Fotografia: facebook do Theatro Circo |
O curriculum de Lonnie Holley há muito que impressiona pelas dificuldades de uma infância miserável contornada pela descoberta de uma expressão artística a três dimensões traduzida em formas escultóricas concebidas com restos de lixo urbano e que muitos museus norte-americanos acabaram por incorporar.
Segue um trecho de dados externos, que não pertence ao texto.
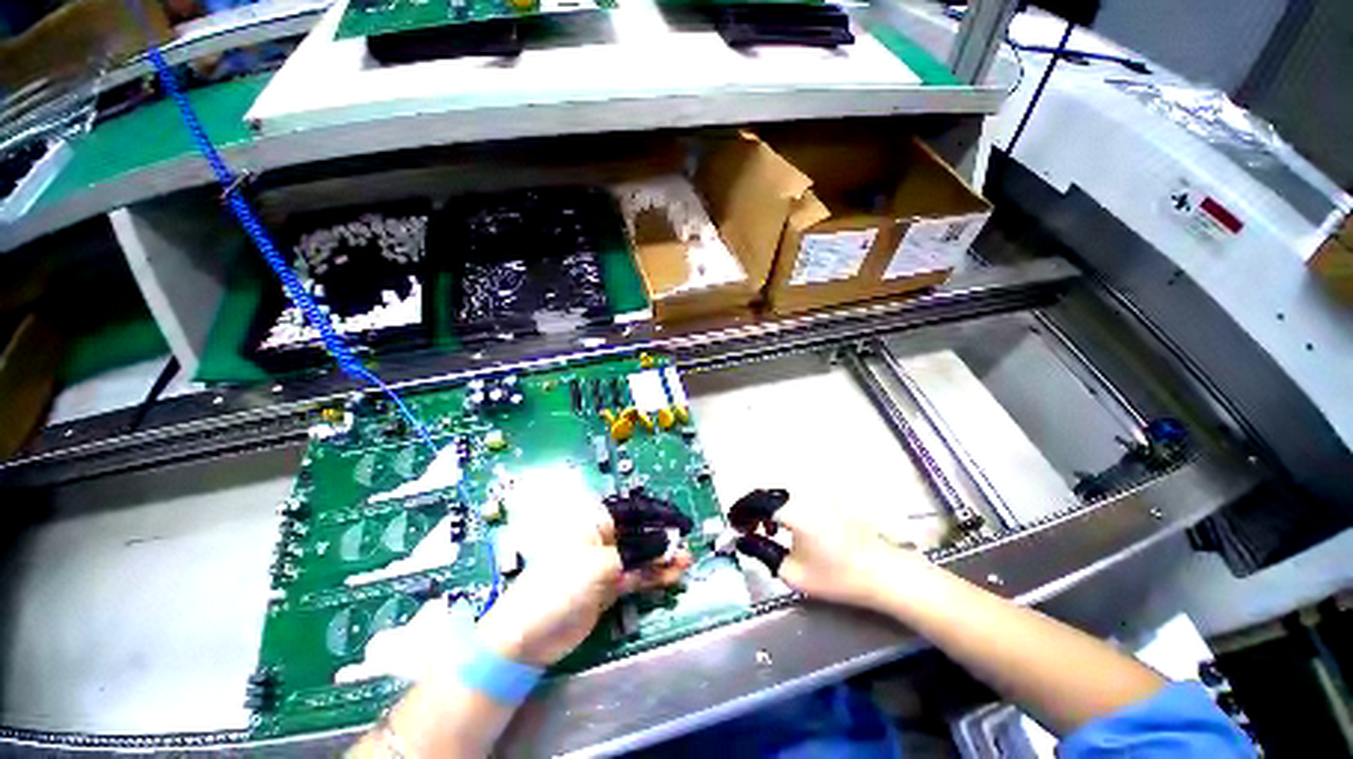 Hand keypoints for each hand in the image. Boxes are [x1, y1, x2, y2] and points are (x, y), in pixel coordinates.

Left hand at [475, 512, 691, 666]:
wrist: (528, 636)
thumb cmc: (560, 586)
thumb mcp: (601, 565)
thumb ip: (638, 553)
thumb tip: (668, 542)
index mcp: (595, 522)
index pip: (633, 511)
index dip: (658, 514)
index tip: (681, 522)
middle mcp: (602, 538)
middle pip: (639, 533)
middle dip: (663, 538)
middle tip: (687, 543)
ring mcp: (606, 564)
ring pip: (640, 555)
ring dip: (662, 558)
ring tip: (687, 560)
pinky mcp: (608, 587)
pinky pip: (636, 576)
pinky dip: (653, 576)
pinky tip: (672, 575)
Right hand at [732, 492, 930, 609]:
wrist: (883, 572)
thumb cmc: (837, 576)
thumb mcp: (792, 572)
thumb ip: (761, 552)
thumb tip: (742, 541)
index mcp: (791, 508)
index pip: (754, 502)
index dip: (739, 514)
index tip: (732, 527)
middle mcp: (802, 493)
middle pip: (765, 492)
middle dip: (751, 509)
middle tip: (746, 529)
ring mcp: (817, 492)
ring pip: (780, 492)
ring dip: (766, 506)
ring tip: (766, 530)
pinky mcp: (827, 496)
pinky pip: (795, 494)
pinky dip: (783, 505)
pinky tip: (788, 525)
Quando Holley encontrou um velho teclado Casio e o conseguiu pôr a funcionar, a música improvisada passou a ser mais um grito incontido e prolongado sobre a "situação" americana nas suas injustiças sociais ou atentados ambientais, um agitar consciente contra o status quo que artistas como Bill Callahan ou Bon Iver ou bandas como Animal Collective ou Deerhunter cedo ajudaram a trazer a públicos mais alargados.
O último álbum "MITH" editado em 2018 é já o resultado desse reconhecimento, um manifesto visionário produzido por Richard Swift e registado ao longo de cinco anos em várias cidades americanas como a natalícia Atlanta, Nova Iorque ou Cottage Grove mas também o Porto, sim, o Porto, onde esteve em 2016 como convidado do Fórum do Futuro no Rivoli e onde passou alguns tempos em estúdio na companhia do trombonista Dave Nelson e do baterista Marlon Patton - o duo de jazz Nelson Patton.
Foi tão brilhante parelha que o acompanhou na estreia bracarense onde Holley começou ao piano, como que cumprindo o desígnio do evento, mas rapidamente se instalou sentado num género de púlpito central onde se escondia o tal teclado inicial (?). Foi daí que, até ao fim, nos lançou uma impressionante poética de vivência pessoal e de efabulação mitológica contagiante expressa de forma vincada por uma voz quase rouca e trinada que lembra Armstrong, isso mesmo, forte e segura na urgência de mudar o mundo ou conter a destruição ambiental como cantou sofregamente em "I'm A Supect in America" logo a abrir no único momento ao piano de cauda.
Embora alguns dos presentes mostrassem sinais de enfado, a maioria como que se hipnotizou por esse homem-lenda de olhos esbugalhados a profetizar com energia sobre opressão, racismo ou consumismo de fundo instrumental notável, um retrato vivo e distendido da conturbada realidade de um país que nos habituamos a reduzir a um ecrã de televisão mas que ali, na sala magnífica do teatro centenário, se transformou num toque a rebate universal de urgência caducada. Uma perfomance memorável e, acima de tudo, necessária. Acordai!